Detection — two-stage classifier

A naive approach would send every chatbot turn to an LLM with the full trigger catalog. That’s expensive and slow. Hacktionbase splits detection in two:
  1. Vector pre-filter — every active trigger’s intent description is embedded and stored in MongoDB Atlas. The incoming message is embedded once and matched against the tenant’s trigger embeddings via vector search. Only the top candidates move on. This step is cheap and bounded by the 50-active-triggers-per-tenant cap.
  2. LLM extraction — the shortlisted triggers and the user message are sent to the LLM with a strict JSON schema generated from each trigger’s declared fields. The model returns the extracted payload along with a confidence score. The strict schema means the response is always either a valid payload or null per field — never free-form text we’d have to parse.
If detection fails (timeout, LLM error, no candidate), the chat reply is sent as usual — trigger detection never blocks the chatbot. Budget: 4 s soft timeout per turn.
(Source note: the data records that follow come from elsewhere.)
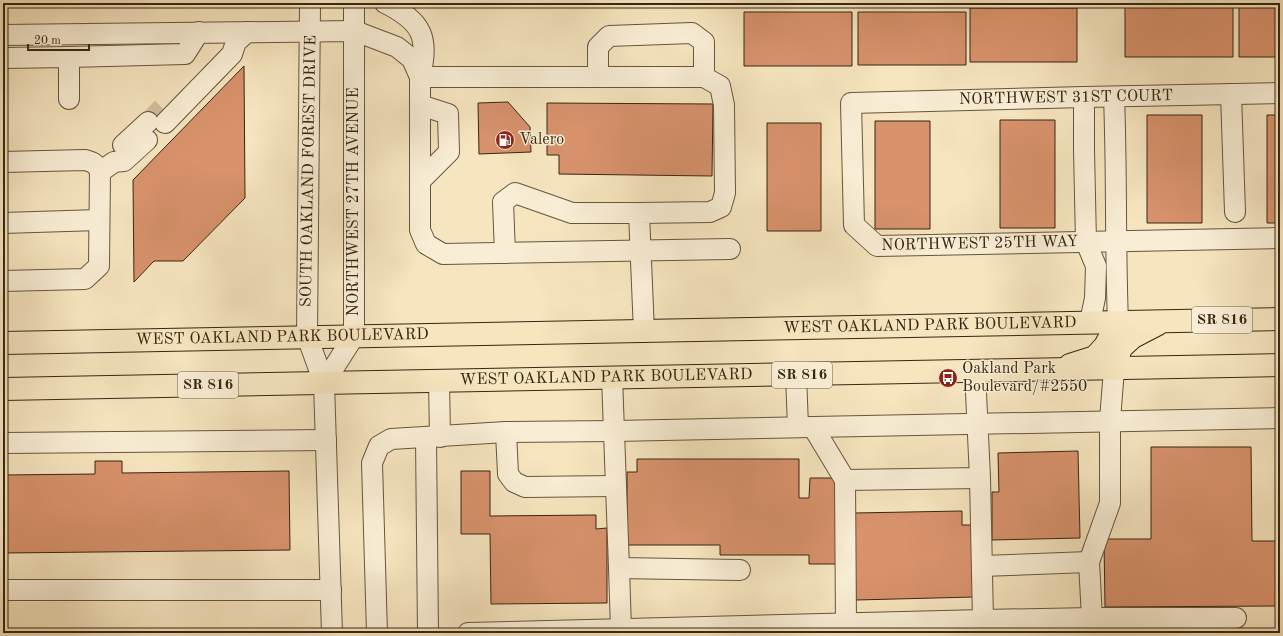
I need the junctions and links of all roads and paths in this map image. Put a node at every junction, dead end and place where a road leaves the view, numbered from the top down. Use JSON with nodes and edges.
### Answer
{"nodes":[{"id":1,"x":310,"y":3,"type":"edge"},
{"id":2,"x":385,"y":3,"type":"edge"},
{"id":3,"x":406,"y":3,"type":"edge"},
{"id":4,"x":354,"y":4,"type":"edge"},
{"id":5,"x":310,"y":31,"type":"junction"},
{"id":6,"x":355,"y":31,"type":"junction"},
{"id":7,"x":199,"y":32,"type":"junction"},
{"id":8,"x":3,"y":35,"type":"edge"},
{"id":9,"x":242,"y":37,"type":"junction"},
{"id":10,"x":68,"y":57,"type":"junction"},
{"id":11,"x":3,"y":58,"type":"edge"},
{"id":12,"x":420,"y":77,"type":"junction"},
{"id":13,"x":598,"y":77,"type":"junction"},
{"id":14,"x":704,"y":77,"type":"junction"},
{"id":15,"x":1280,"y":93,"type":"edge"},
{"id":16,"x":1231,"y":94,"type":"junction"},
{"id":17,"x":1084,"y":97,"type":"junction"},
{"id":18,"x":1114,"y":97,"type":"junction"},
{"id":19,"x":69,"y":99,"type":"dead end"},
{"id":20,"x":851,"y":103,"type":"joint"},
{"id":21,"x":420,"y":105,"type":"junction"},
{"id":22,"x":3,"y":162,"type":"edge"},
{"id":23,"x":1084,"y":166,"type":"junction"},
{"id":24,"x":1116,"y":166,"type":"junction"},
{"id":25,"x":107,"y":167,"type":"junction"},
{"id":26,"x":420,"y":181,"type":"junction"},
{"id":27,"x":1235,"y":212,"type":"dead end"},
{"id":28,"x":639,"y":213,"type":"junction"},
{"id":29,"x":99,"y":220,"type":"junction"},
{"id":30,"x":3,"y":223,"type":"edge"},
{"id":31,"x":1280,"y":238,"type":"edge"},
{"id":32,"x":1115,"y":240,"type":"junction"},
{"id":33,"x":1086,"y":242,"type":"junction"},
{"id":34,"x":730,"y":249,"type":"dead end"},
{"id":35,"x":641,"y":250,"type":"junction"},
{"id":36,"x":505,"y":253,"type":"junction"},
{"id":37,"x":3,"y":281,"type":"edge"},
{"id":38,"x":1280,"y":319,"type":"edge"},
{"id":39,"x":1164,"y":321,"type":"junction"},
{"id":40,"x":1090,"y":322,"type":"junction"},
{"id":41,"x":1118,"y":322,"type":"junction"},
{"id":42,"x":644,"y":332,"type":"junction"},
{"id":43,"x":307,"y":336,"type":"junction"},
{"id":44,"x":354,"y":336,"type":"junction"},
{"id":45,"x":3,"y":343,"type":"edge"},
{"id":46,"x":1280,"y":365,"type":"edge"},
{"id":47,"x":1057,"y":369,"type":"junction"},
{"id":48,"x":1114,"y":369,"type":"junction"},
{"id":49,"x":975,"y":371,"type":"junction"},
{"id":50,"x":796,"y":375,"type":"junction"},
{"id":51,"x":612,"y":377,"type":"junction"},
{"id":52,"x":439,"y":381,"type":"junction"},
{"id":53,"x":324,"y":383,"type":"junction"},
{"id":54,"x":3,"y":389,"type":"edge"},
{"id":55,"x":1280,"y":418,"type":"edge"},
{"id":56,"x":1110,"y":420,"type":"junction"},
{"id":57,"x":978,"y":423,"type":"junction"},
{"id":58,"x":805,"y":427,"type":"junction"},
{"id":59,"x":614,"y":431,"type":"junction"},
{"id":60,"x":506,"y":432,"type":"junction"},
{"id":61,"x":433,"y":437,"type":"junction"},
{"id":62,"x":326,"y":440,"type":"junction"},
{"id":63,"x":3,"y":443,"type":"edge"},
{"id":64,"x":980,"y":478,"type":"junction"},
{"id":65,"x":845,"y":480,"type":"junction"},
{"id":66,"x":615,"y":486,"type":"junction"},
{"id":67,"x":1089,"y":562,"type":"junction"},
{"id":68,"x":982,"y":566,"type":"junction"},
{"id":69,"x":619,"y":568,"type":"junction"},
{"id":70,"x":740,"y":570,"type":"dead end"},
{"id":71,"x":3,"y":590,"type":"edge"},
{"id":72,"x":331,"y":590,"type":"junction"},
{"id":73,"x":1092,"y":618,"type":"junction"},
{"id":74,"x":1236,"y":618,"type":"dead end"},
{"id":75,"x":983,"y":620,"type":"junction"},
{"id":76,"x":846,"y":624,"type":"junction"},
{"id":77,"x":621,"y":629,"type":"junction"},
{"id":78,"x":332,"y":633,"type":"edge"},
{"id":79,"x":378,"y":633,"type":"edge"},
{"id":80,"x":428,"y":633,"type":"edge"},
{"id":81,"x":468,"y":633,"type":"edge"}],
"edges":[{"from":1,"to":5,"type":"street","name":"SOUTH OAKLAND FOREST DRIVE"},
{"from":2,"to":3,"type":"street"},
{"from":2,"to":4,"type":"street"},
{"from":2,"to":12,"type":"street"},
{"from":4,"to":6,"type":"street","name":"NORTHWEST 27TH AVENUE"},
{"from":5,"to":6,"type":"street"},
{"from":5,"to":9,"type":"street"},
{"from":5,"to":43,"type":"street","name":"SOUTH OAKLAND FOREST DRIVE"},
{"from":6,"to":12,"type":"street"},
{"from":6,"to":44,"type":"street","name":"NORTHWEST 27TH AVENUE"},
{"from":7,"to":8,"type":"street"},
{"from":7,"to":9,"type":"street"},
{"from":7,"to":10,"type":"street"},
{"from":9,"to":25,"type":"street"},
{"from":10,"to":11,"type":"street"},
{"from":10,"to":19,"type":"street"},
{"from":12,"to":13,"type":"street"},
{"from":12,"to":21,"type":"street"},
{"from":13,"to":14,"type":"street"},
{"from":13,"to":14,"type":"street"},
{"from":14,"to":28,"type":"street"},
{"from":15,"to":16,"type":"street","name":"NORTHWEST 31ST COURT"},
{"from":16,"to":18,"type":"street","name":"NORTHWEST 31ST COURT"},
{"from":16,"to":27,"type":"street"},
{"from":17,"to":18,"type":"street","name":"NORTHWEST 31ST COURT"},
{"from":17,"to":20,"type":"street","name":"NORTHWEST 31ST COURT"},
{"from":17,"to":23,"type":"street"},
{"from":18,"to":24,"type":"street"},
{"from":20,"to":33,"type":"street","name":"NORTHWEST 25TH WAY"},
{"from":21,"to":26,"type":"street"},
{"from":21,"to":26,"type":"street"},
{"from":22,"to":25,"type":"street"},
{"from":23,"to":24,"type":"street"},
{"from":23,"to":33,"type":"street"},
{"from":24,"to":32,"type":"street"},
{"from":25,"to":29,"type":"street"},
{"from":26,"to":36,"type":"street"},
{"from":28,"to":35,"type":"street"},
{"from":28,"to":36,"type":"street"},
{"from":29,"to":30,"type":"street"},
{"from":29,"to":37,"type":"street"},
{"from":31,"to":32,"type":"street","name":"NORTHWEST 25TH WAY"},
{"from":32,"to":33,"type":"street","name":"NORTHWEST 25TH WAY"},
{"from":32,"to":41,"type":"street"},
{"from":33,"to":40,"type":"street"},
{"from":34,"to":35,"type":"street"},
{"from":35,"to":36,"type":"street"},
{"from":35,"to":42,"type":"street"},
{"from":38,"to":39,"type":"main road","name":"WEST OAKLAND PARK BOULEVARD","number":"SR 816"},
{"from":39,"to":41,"type":"main road","name":"WEST OAKLAND PARK BOULEVARD","number":"SR 816"},
{"from":39,"to":48,"type":"main road"},
{"from":40,"to":41,"type":"main road","name":"WEST OAKLAND PARK BOULEVARD","number":"SR 816"},
{"from":40,"to":42,"type":"main road","name":"WEST OAKLAND PARK BOULEVARD","number":"SR 816"},
{"from":41,"to":47,"type":"main road"},
{"from":42,"to":44,"type":"main road","name":"WEST OAKLAND PARK BOULEVARD","number":"SR 816"},
{"from":43,"to":44,"type":"main road","name":"WEST OAKLAND PARK BOULEVARD","number":"SR 816"},
{"from":43,"to":45,"type":"main road","name":"WEST OAKLAND PARK BOULEVARD","number":"SR 816"},
{"from":43,"to":53,"type":"street","name":"SOUTH OAKLAND FOREST DRIVE"},
{"from":44,"to":53,"type":"street","name":"NORTHWEST 27TH AVENUE"},
{"from":46,"to":48,"type":"main road","name":"WEST OAKLAND PARK BOULEVARD","number":"SR 816"},
{"from":47,"to":48,"type":"main road","name":"WEST OAKLAND PARK BOULEVARD","number":"SR 816"},
{"from":47,"to":49,"type":"main road","name":"WEST OAKLAND PARK BOULEVARD","number":"SR 816"},
{"from":48,"to":56,"type":"street"},
{"from":49,"to":50,"type":"main road","name":"WEST OAKLAND PARK BOULEVARD","number":"SR 816"},
{"from":49,"to":57,"type":"street"},
{"from":50,"to":51,"type":"main road","name":"WEST OAKLAND PARK BOULEVARD","number":"SR 816"},
{"from":50,"to":58,"type":"street"},
{"from":51,"to":52,"type":"main road","name":"WEST OAKLAND PARK BOULEVARD","number":"SR 816"},
{"from":51,"to":59,"type":"street"},
{"from":52,"to":53,"type":"main road","name":"WEST OAKLAND PARK BOULEVARD","number":"SR 816"},
{"from":52,"to":61,"type":"street"},
{"from":53,"to":54,"type":"main road","name":"WEST OAKLAND PARK BOULEVARD","number":"SR 816"},
{"from":53,"to":62,"type":"street"},
{"from":55,"to":56,"type":"street"},
{"from":56,"to":57,"type":"street"},
{"from":56,"to":67,"type":"street"},
{"from":57,"to":58,"type":"street"},
{"from":57,"to":64,"type":"street"},
{"from":58,"to":59,"type":"street"},
{"from":58,"to":65,"type":"street"},
{"from":59,"to":60,"type":"street"},
{"from":59,"to":66,"type":"street"},
{"from":60,"to":61,"type":"street"},
{"from":60,"to":66,"type":"street"},
{"from":61,"to":79,"type":"street"},
{"from":61,"to":80,"type":"street"},
{"from":62,"to":63,"type":"street"},
{"from":62,"to":72,"type":"street"},
{"from":64,"to":65,"type":"street"},
{"from":64,"to":68,"type":"street"},
{"from":65,"to":76,"type":"street"},
{"from":66,"to":69,"type":"street"},
{"from":67,"to":68,"type":"street"},
{"from":67,"to":73,"type":"street"},
{"from":68,"to":75,"type":"street"},
{"from":69,"to":70,"type":"street"},
{"from":69,"to":77,"type":"street"},
{"from":71,"to":72,"type":"street"},
{"from":72,"to":78,"type":"street"},
{"from":73,"to":74,"type":"street"},
{"from":73,"to":75,"type":"street"},
{"from":75,"to":76,"type":"street"},
{"from":76,"to":77,"type":"street"},
{"from":77,"to":81,"type":"street"}]}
Proposal — confirmation gate

Detection produces a proposal, not an execution. The proposal is persisted with a short TTL and attached to the bot’s reply as a CTA button. Nothing runs server-side or client-side until the user clicks the CTA. Three terminal states:
StateWhen
confirmedUser clicked the CTA. Fan-out runs.
dismissedUser dismissed the CTA explicitly.
expiredProposal TTL elapsed without action.
A race-safe findOneAndUpdate({ state: 'proposed' }) flips the proposal to confirmed, so a double-click can’t fire twice.

Fan-out — webhook + WS

On confirmation, Hacktionbase emits two channels in parallel:

Webhook (server → tenant backend)

  • Enqueued on the hacktionbase-trigger-webhook SQS queue.
  • Worker delivers with 5 s timeout, 3 retries, exponential backoff.
  • Failures land in a DLQ surfaced in the dashboard.
  • Payload signed with HMAC so your backend can verify authenticity.
  • Includes executionEventId — use it as an idempotency key.

WebSocket event (server → originating session)
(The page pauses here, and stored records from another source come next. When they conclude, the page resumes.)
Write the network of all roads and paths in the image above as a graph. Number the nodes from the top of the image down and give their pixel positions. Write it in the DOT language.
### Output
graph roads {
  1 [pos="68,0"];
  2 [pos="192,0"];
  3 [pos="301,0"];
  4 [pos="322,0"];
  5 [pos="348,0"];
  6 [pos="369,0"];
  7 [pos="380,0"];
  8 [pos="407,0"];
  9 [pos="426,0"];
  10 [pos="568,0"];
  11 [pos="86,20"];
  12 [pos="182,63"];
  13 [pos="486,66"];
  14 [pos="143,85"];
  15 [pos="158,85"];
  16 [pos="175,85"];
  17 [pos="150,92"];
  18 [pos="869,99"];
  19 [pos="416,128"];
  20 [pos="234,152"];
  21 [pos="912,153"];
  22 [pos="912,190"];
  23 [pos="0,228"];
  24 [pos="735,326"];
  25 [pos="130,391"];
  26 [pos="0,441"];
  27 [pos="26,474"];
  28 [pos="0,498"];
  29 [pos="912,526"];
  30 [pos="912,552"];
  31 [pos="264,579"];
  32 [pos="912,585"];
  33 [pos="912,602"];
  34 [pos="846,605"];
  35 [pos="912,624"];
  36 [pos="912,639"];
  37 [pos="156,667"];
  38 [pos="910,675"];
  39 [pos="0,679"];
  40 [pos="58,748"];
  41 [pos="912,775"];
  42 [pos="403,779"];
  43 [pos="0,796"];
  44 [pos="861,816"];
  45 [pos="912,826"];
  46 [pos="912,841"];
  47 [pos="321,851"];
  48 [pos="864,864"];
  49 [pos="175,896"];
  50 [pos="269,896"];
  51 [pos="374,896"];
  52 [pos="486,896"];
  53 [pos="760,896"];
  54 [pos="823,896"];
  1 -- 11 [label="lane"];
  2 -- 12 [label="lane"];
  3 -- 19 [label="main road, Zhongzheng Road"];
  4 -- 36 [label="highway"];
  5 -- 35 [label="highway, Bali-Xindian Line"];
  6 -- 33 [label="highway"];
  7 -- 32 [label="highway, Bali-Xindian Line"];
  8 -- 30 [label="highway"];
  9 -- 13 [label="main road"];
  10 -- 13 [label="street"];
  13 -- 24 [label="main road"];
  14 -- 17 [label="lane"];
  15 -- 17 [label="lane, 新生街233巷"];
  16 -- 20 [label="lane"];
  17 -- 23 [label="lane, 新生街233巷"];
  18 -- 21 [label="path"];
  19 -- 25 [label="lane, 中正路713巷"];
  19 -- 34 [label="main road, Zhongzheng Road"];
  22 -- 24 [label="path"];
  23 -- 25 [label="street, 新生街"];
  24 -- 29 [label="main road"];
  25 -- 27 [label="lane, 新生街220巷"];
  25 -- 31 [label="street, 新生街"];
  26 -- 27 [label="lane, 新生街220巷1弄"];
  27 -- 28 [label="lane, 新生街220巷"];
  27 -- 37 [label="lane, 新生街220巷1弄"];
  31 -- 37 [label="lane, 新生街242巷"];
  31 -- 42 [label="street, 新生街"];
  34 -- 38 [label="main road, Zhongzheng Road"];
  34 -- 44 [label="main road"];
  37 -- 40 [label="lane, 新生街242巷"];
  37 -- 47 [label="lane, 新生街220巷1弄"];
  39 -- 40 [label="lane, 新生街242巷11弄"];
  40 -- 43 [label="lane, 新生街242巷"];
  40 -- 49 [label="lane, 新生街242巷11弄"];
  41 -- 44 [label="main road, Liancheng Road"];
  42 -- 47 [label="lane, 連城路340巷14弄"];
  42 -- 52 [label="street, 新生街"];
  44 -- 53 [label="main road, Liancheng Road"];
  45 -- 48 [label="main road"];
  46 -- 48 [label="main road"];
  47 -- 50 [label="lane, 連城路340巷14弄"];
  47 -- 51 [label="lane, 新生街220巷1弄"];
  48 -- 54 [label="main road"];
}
  • Published via the existing publishWsEvent helper.
  • Channel scoped to the specific session that produced the message — either user-conversation for identified users or the anonymous-session channel for visitors.
  • Forwarded by the widget iframe to the host page as hacktionbase:trigger, then dispatched to the matching Hacktionbase.onTrigger handler.
  • Never broadcast cross-user. The WS layer only routes to the originating session.

Why confirmation is mandatory (v1)

The early instinct was “match → execute immediately.” Two reasons we don’t:
  1. Safety: a misread intent could create resources, redirect mid-flow, or trigger destructive side effects with no recourse.
  2. Trust during rollout: with the CTA gate, tenants can ship triggers without fearing edge cases. Once a trigger has accumulated enough confirmed runs we can revisit the auto-execute mode.
Future versions may allow trustedAutoExecute: true per trigger, gated by historical confirmation rate, but that’s deliberately out of scope for v1.

Operational notes

  • Atlas vector index trigger_embeddings_vector_index must be provisioned per tenant DB. A brute-force fallback (200 docs) is used if the index is missing — bounded by the 50-trigger cap.
  • Plan gating is enforced at the chat-controller level by requireTriggersPlan. Tenants on the free plan never enter the detection pipeline.
  • Observability — see the trigger detail page in the dashboard for run history, webhook delivery status, and confirmation rate.